Exercise prompt: An exact copy of the entries below is needed, with every picture left out.
─── Dataset extract
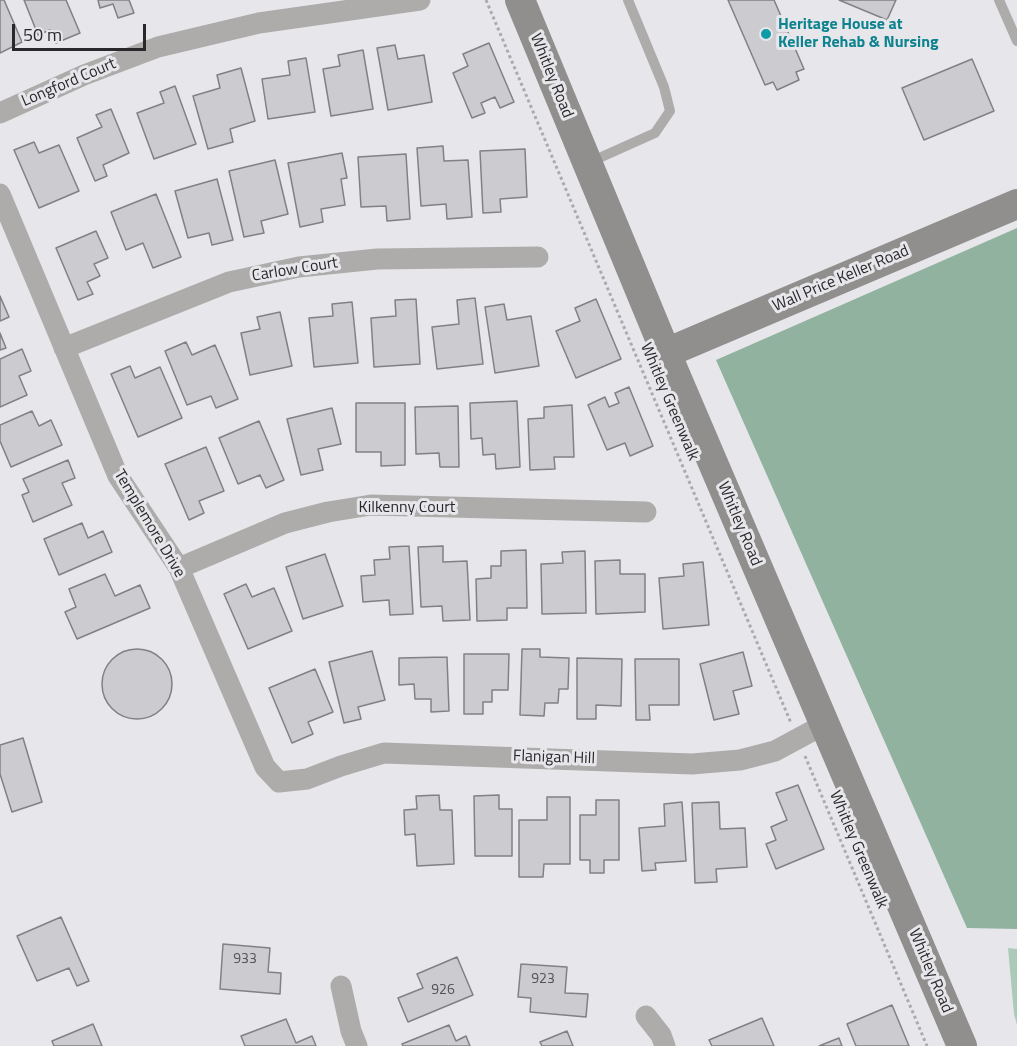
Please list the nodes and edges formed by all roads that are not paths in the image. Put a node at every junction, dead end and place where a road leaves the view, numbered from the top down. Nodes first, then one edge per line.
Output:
1 (420, 0) edge
2 (520, 0) edge
3 (628, 0) edge
4 (999, 0) edge
5 (1017, 41) edge
6 (0, 112) edge
7 (587, 163) junction
8 (0, 194) edge
9 (1017, 204) edge
10 (538, 256) dead end
11 (64, 348) junction
12 (666, 353) junction
13 (646, 512) dead end
14 (179, 568) junction
15 (825, 724) junction
16 (279, 783) joint
17 (341, 986) dead end
18 (646, 1016) dead end
19 (357, 1046) edge
20 (665, 1046) edge
21 (962, 1046) edge

1 - 6 street, Longford Court
2 - 7 street, Whitley Road
3 - 7 lane
4 - 5 lane
7 - 12 street, Whitley Road
8 - 11 street, Templemore Drive
9 - 12 street, Wall Price Keller Road
10 - 11 street, Carlow Court
11 - 14 street, Templemore Drive
12 - 15 street, Whitley Road
13 - 14 street, Kilkenny Court
14 - 16 street, Templemore Drive
15 - 16 street, Flanigan Hill
15 - 21 street, Whitley Road
17 - 19 street
18 - 20 street

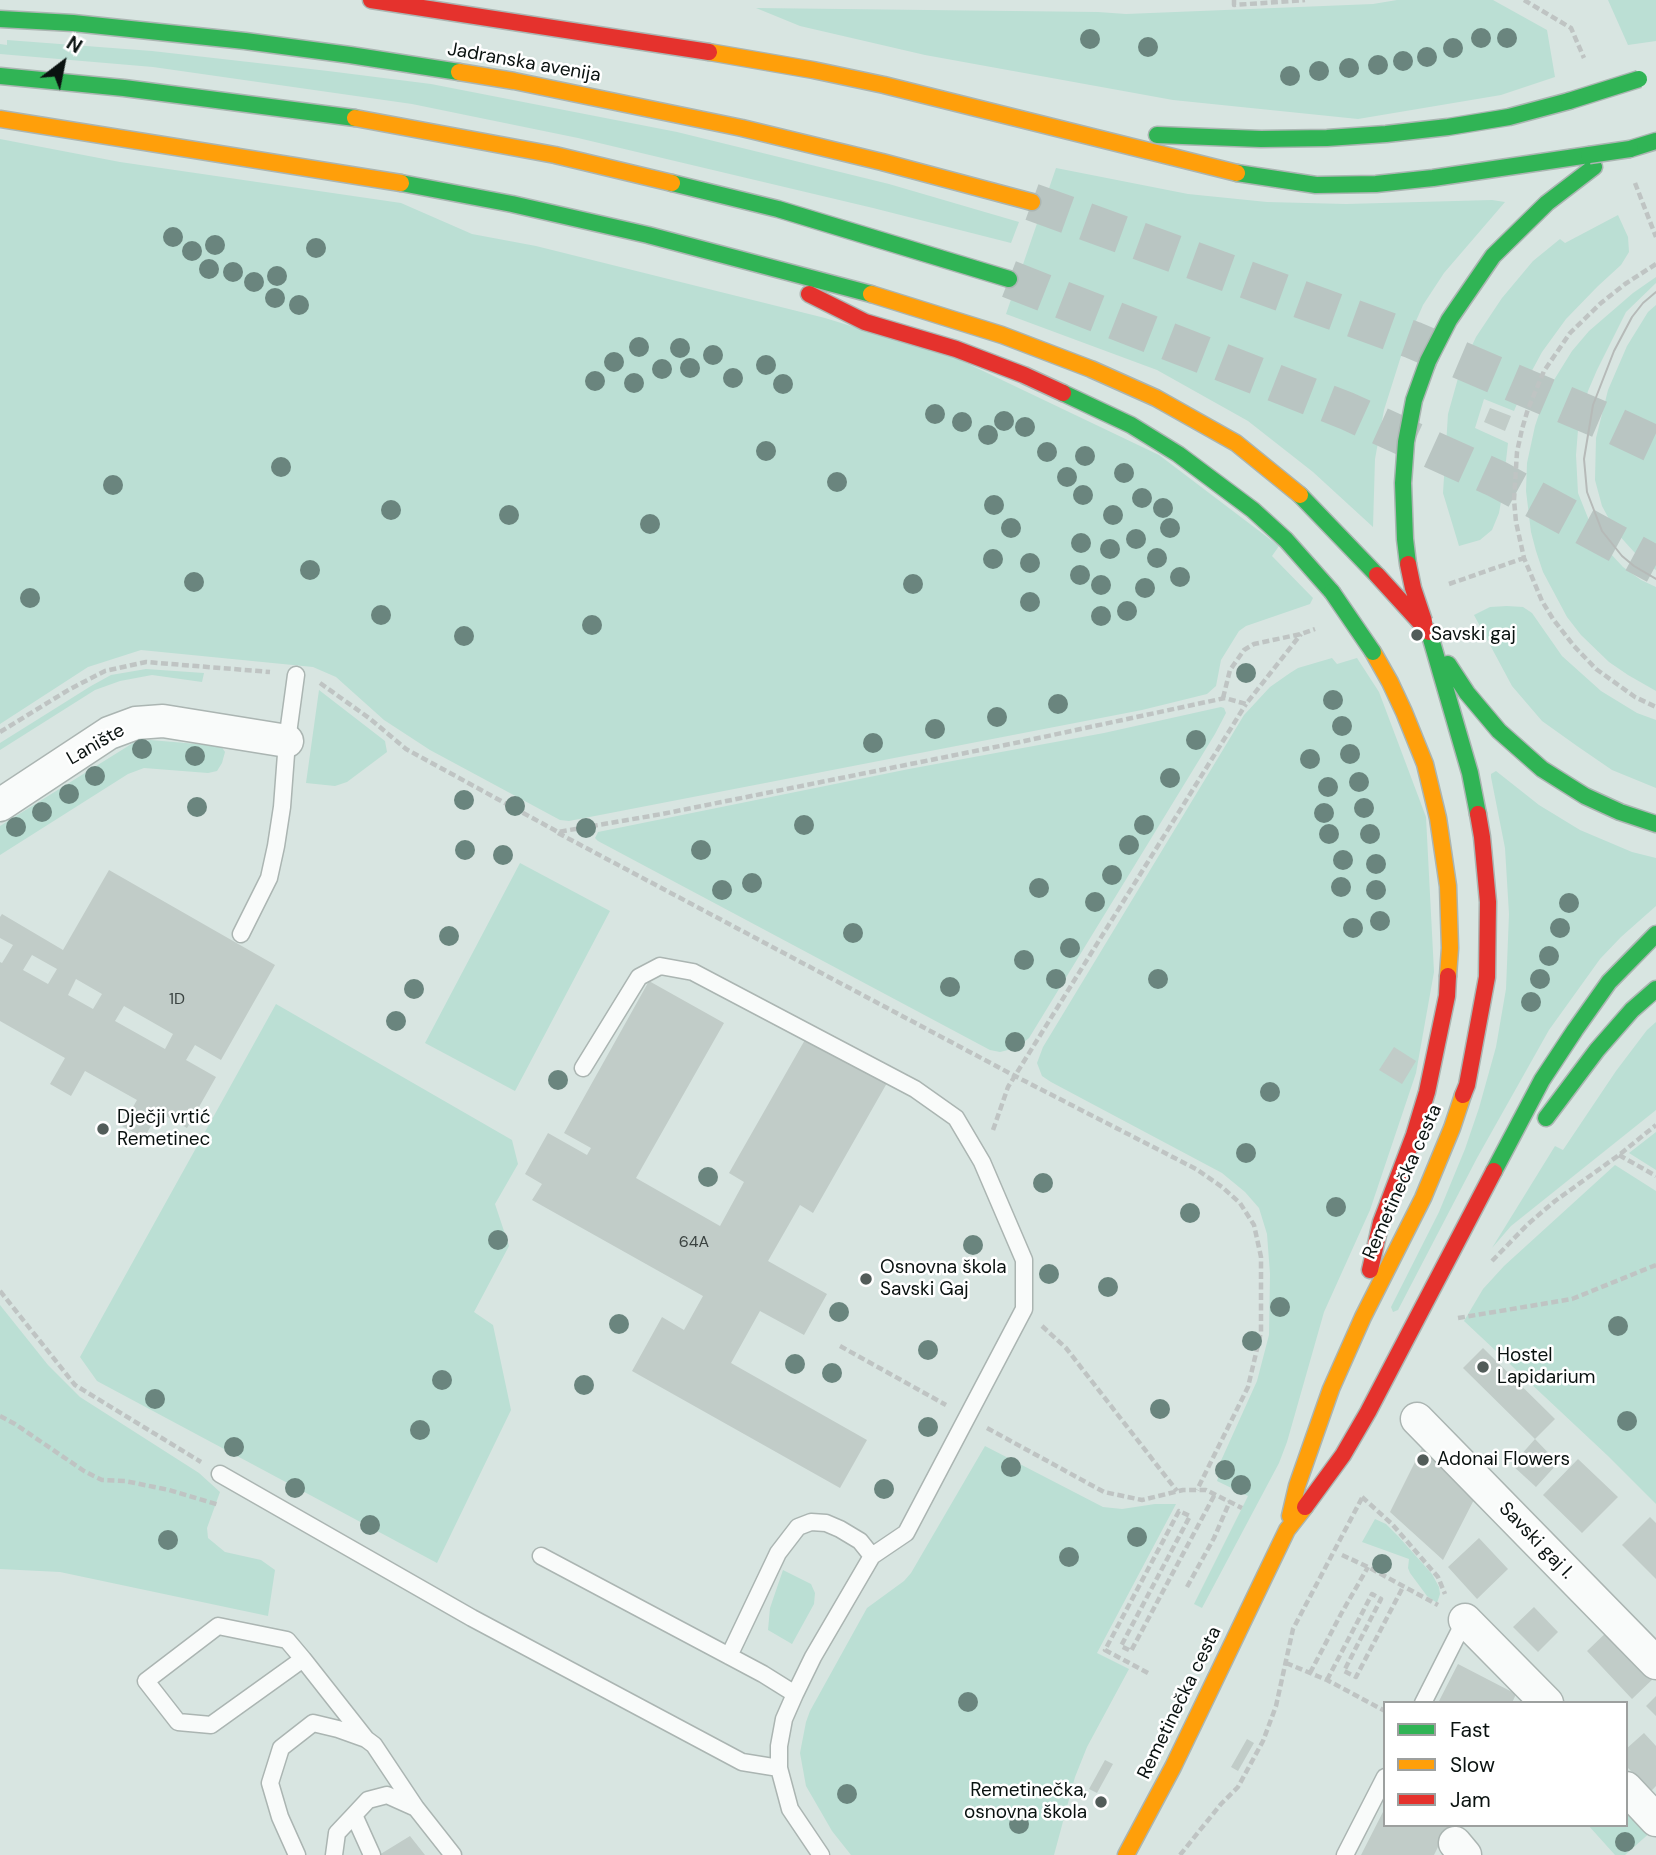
──────
Answer to the exercise:
Please list the nodes and edges formed by all roads that are not paths in the image. Put a node at every junction, dead end and place where a road leaves the view, numbered from the top down. Nodes first, then one edge per line.
Output:
1 (420, 0) edge
2 (520, 0) edge
3 (628, 0) edge
4 (999, 0) edge
5 (1017, 41) edge
6 (0, 112) edge
7 (587, 163) junction
8 (0, 194) edge
9 (1017, 204) edge
10 (538, 256) dead end
11 (64, 348) junction
12 (666, 353) junction
13 (646, 512) dead end
14 (179, 568) junction
15 (825, 724) junction
16 (279, 783) joint
17 (341, 986) dead end
18 (646, 1016) dead end
19 (357, 1046) edge
20 (665, 1046) edge
21 (962, 1046) edge

1 - 6 street, Longford Court
2 - 7 street, Whitley Road
3 - 7 lane
4 - 5 lane
7 - 12 street, Whitley Road
8 - 11 street, Templemore Drive
9 - 12 street, Wall Price Keller Road
10 - 11 street, Carlow Court
11 - 14 street, Templemore Drive
12 - 15 street, Whitley Road
13 - 14 street, Kilkenny Court
14 - 16 street, Templemore Drive
15 - 16 street, Flanigan Hill
15 - 21 street, Whitley Road
17 - 19 street
18 - 20 street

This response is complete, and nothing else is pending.